**DATASET ENTRIES:**
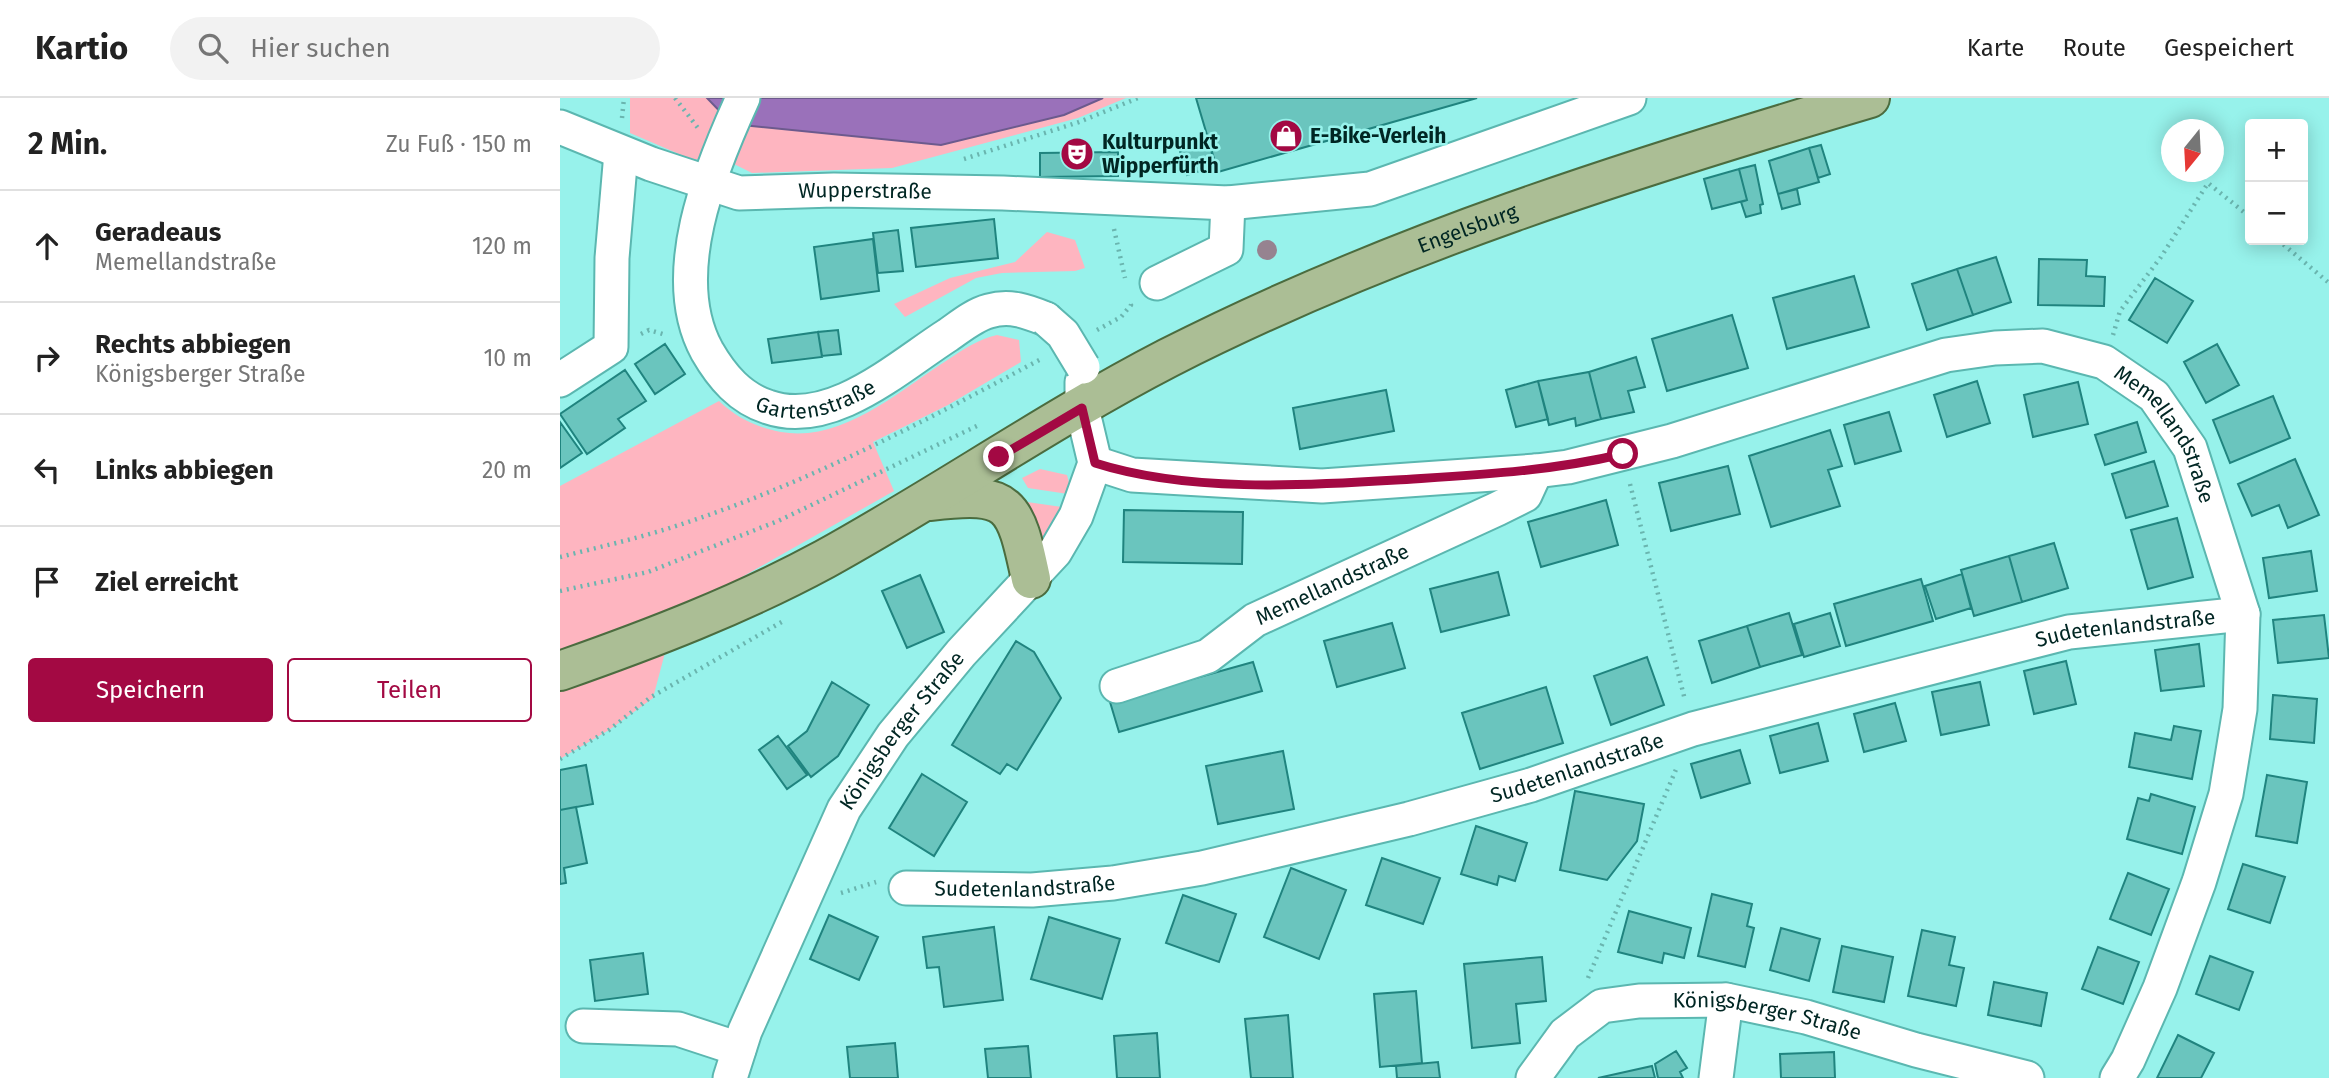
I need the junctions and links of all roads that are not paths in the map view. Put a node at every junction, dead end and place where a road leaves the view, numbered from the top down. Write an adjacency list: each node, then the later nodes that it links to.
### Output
1 (743, 98): 6 (street, Gartenstraße)
2 (1629, 98): 7 (street, Wupperstraße)
3 (1870, 98): 10 (main road, Engelsburg)
4 (560, 127): 5 (street, Wupperstraße)
5 (621, 153): 6 (street, Wupperstraße); 9 (street)
6 (710, 185): 7 (street, Wupperstraße); 10 (street, Gartenstraße, bridge)
7 (1228, 203): 8 (street)
8 (1137, 285)
9 (560, 380)
10 (1082, 408): 11 (street); 13 (main road, Engelsburg)
11 (1095, 463): 12 (street, Memellandstraße); 14 (street, Königsberger Straße)
12 (1535, 471): 15 (street, Memellandstraße); 17 (street, Memellandstraße)
13 (922, 502): 14 (main road); 16 (main road, Engelsburg)
14 (1031, 579): 21 (street, Königsberger Straße)
15 (2243, 614): 18 (street, Sudetenlandstraße); 26 (street, Memellandstraße)
16 (560, 671)
17 (1117, 686)
18 (906, 888)
19 (1726, 1000): 22 (street, Königsberger Straße); 23 (street, Königsberger Straße); 24 (street)
20 (583, 1026): 21 (street)
21 (735, 1063)
22 (1916, 1064): 25 (street, Königsberger Straße)
23 (1532, 1078)
24 (1716, 1078)
25 (2027, 1078)
26 (2117, 1078)

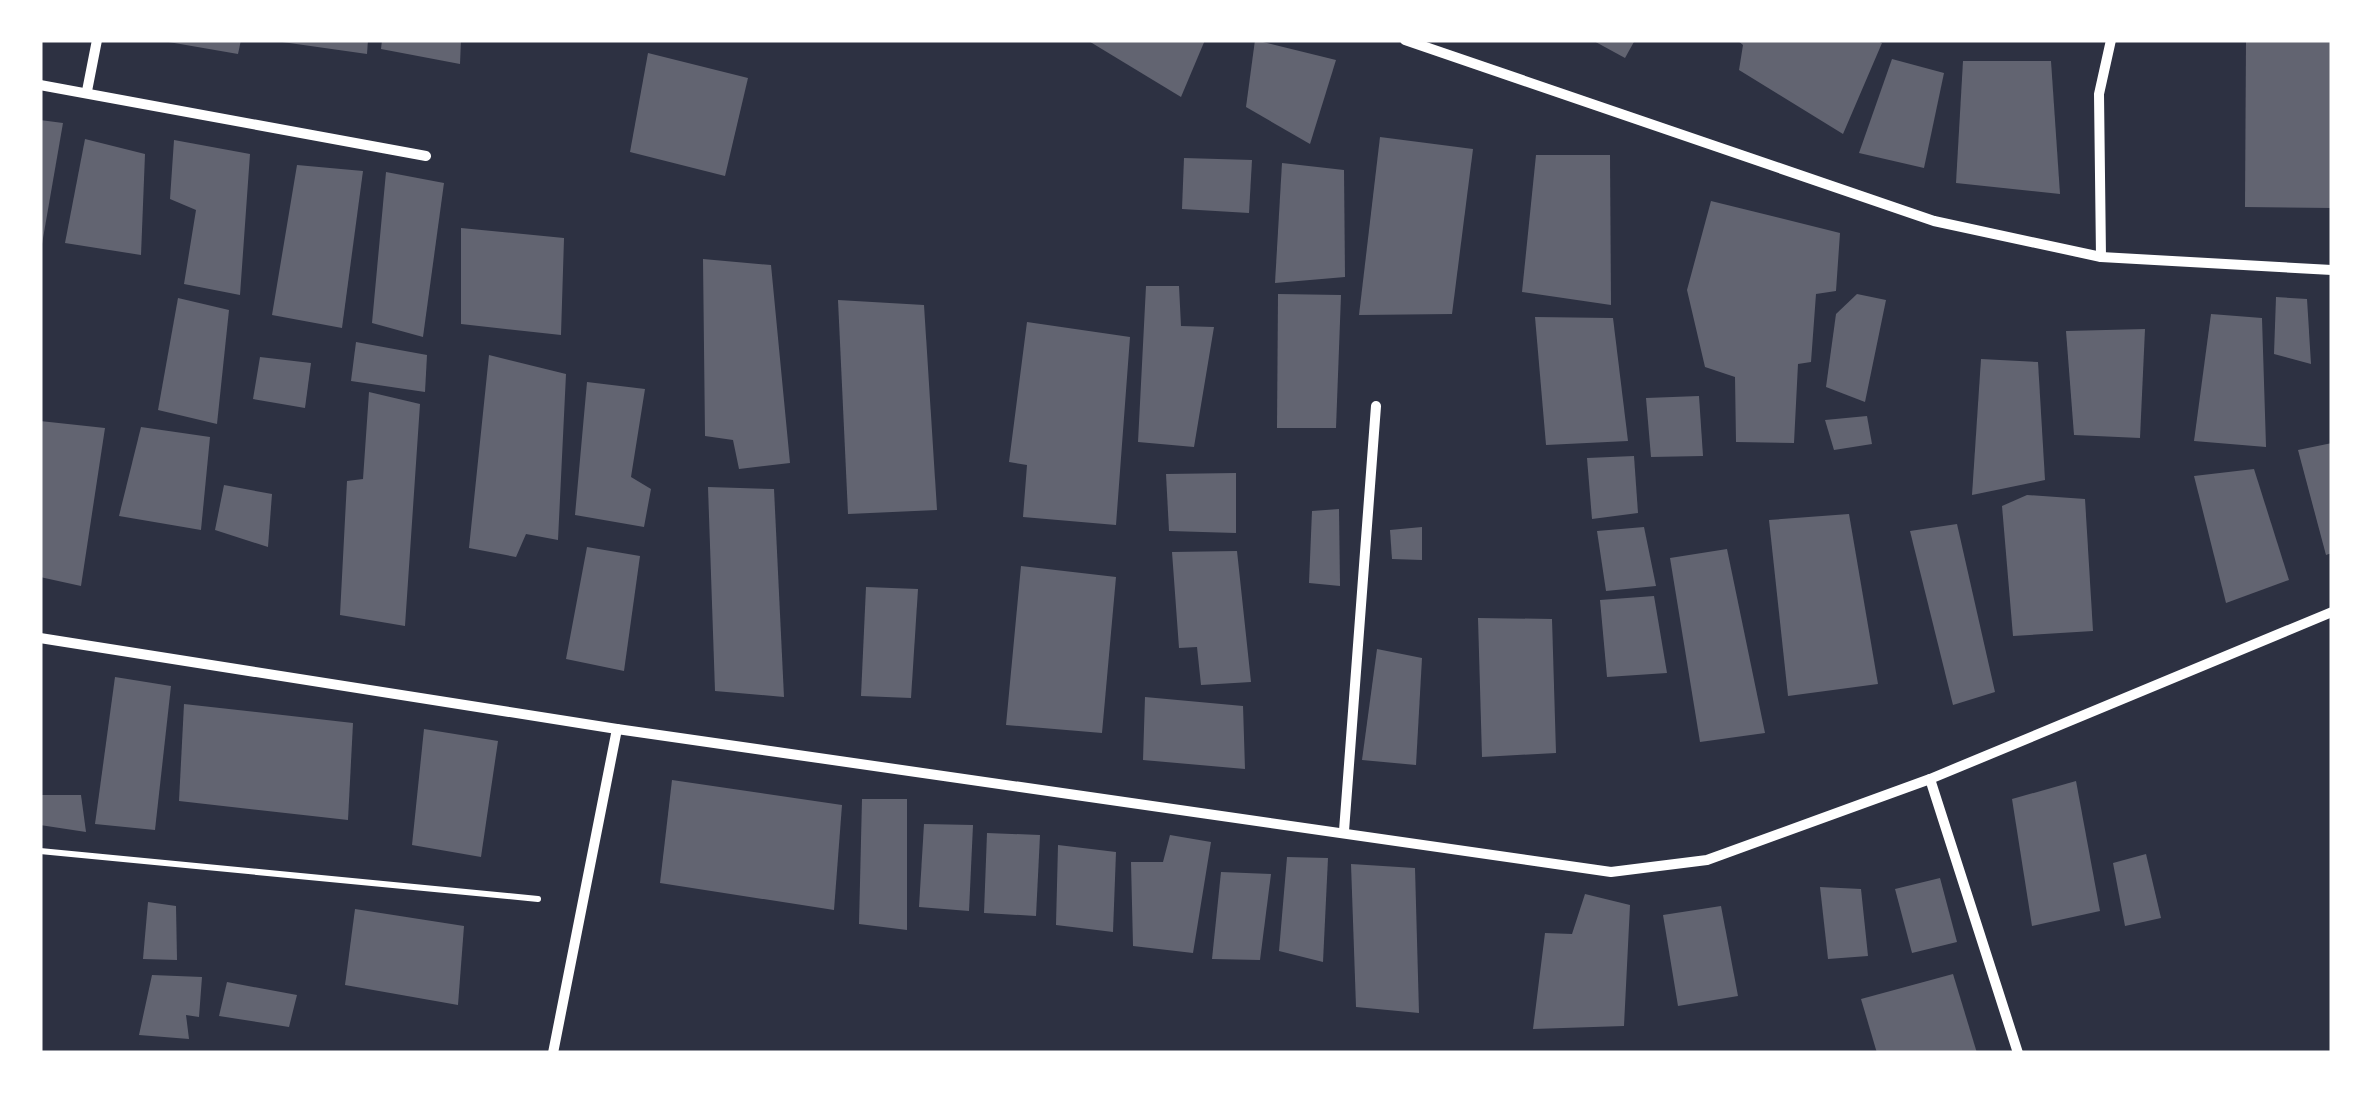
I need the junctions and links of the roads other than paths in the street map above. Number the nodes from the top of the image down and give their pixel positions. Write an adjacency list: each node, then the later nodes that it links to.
1 (96, 40): 5 (street)
2 (1405, 40): 7 (street)
3 (2111, 40): 7 (street)
4 (40, 84): 5 (street)
5 (87, 92): 6 (street)
6 (426, 156)
7 (2102, 257): 8 (street)
8 (2332, 270)
9 (1376, 406): 14 (street)
10 (2332, 612): 13 (street)
11 (40, 638): 12 (street)
12 (617, 729): 14 (street); 15 (street)
13 (1930, 779): 14 (street); 16 (street)
14 (1344, 832)
15 (553, 1053)
16 (2018, 1053)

**TO DO:**
Your task is to return every entry exactly as it was written, with the pictures removed.

**YOUR SOLUTION:**
I need the junctions and links of all roads that are not paths in the map view. Put a node at every junction, dead end and place where a road leaves the view, numbered from the top down. Write an adjacency list: each node, then the later nodes that it links to.
### Output
1 (743, 98): 6 (street, Gartenstraße)
2 (1629, 98): 7 (street, Wupperstraße)
3 (1870, 98): 10 (main road, Engelsburg)
4 (560, 127): 5 (street, Wupperstraße)
5 (621, 153): 6 (street, Wupperstraße); 9 (street)
6 (710, 185): 7 (street, Wupperstraße); 10 (street, Gartenstraße, bridge)
7 (1228, 203): 8 (street)
8 (1137, 285)
9 (560, 380)
10 (1082, 408): 11 (street); 13 (main road, Engelsburg)
11 (1095, 463): 12 (street, Memellandstraße); 14 (street, Königsberger Straße)
12 (1535, 471): 15 (street, Memellandstraße); 17 (street, Memellandstraße)
13 (922, 502): 14 (main road); 16 (main road, Engelsburg)
14 (1031, 579): 21 (street, Königsberger Straße)
15 (2243, 614): 18 (street, Sudetenlandstraße); 26 (street, Memellandstraße)
16 (560, 671)
17 (1117, 686)
18 (906, 888)
19 (1726, 1000): 22 (street, Königsberger Straße); 23 (street, Königsberger Straße); 24 (street)
20 (583, 1026): 21 (street)
21 (735, 1063)
22 (1916, 1064): 25 (street, Königsberger Straße)
23 (1532, 1078)
24 (1716, 1078)
25 (2027, 1078)
26 (2117, 1078)

I need the junctions and links of the roads other than paths in the street map above. Number the nodes from the top of the image down and give their pixel positions. Write an adjacency list: each node, then the later nodes that it links to.
1 (96, 40): 5 (street)
2 (1405, 40): 7 (street)
3 (2111, 40): 7 (street)
4 (40, 84): 5 (street)
5 (87, 92): 6 (street)
6 (426, 156)
7 (2102, 257): 8 (street)
8 (2332, 270)
9 (1376, 406): 14 (street)
10 (2332, 612): 13 (street)
11 (40, 638): 12 (street)
12 (617, 729): 14 (street); 15 (street)
13 (1930, 779): 14 (street); 16 (street)
14 (1344, 832)
15 (553, 1053)
16 (2018, 1053)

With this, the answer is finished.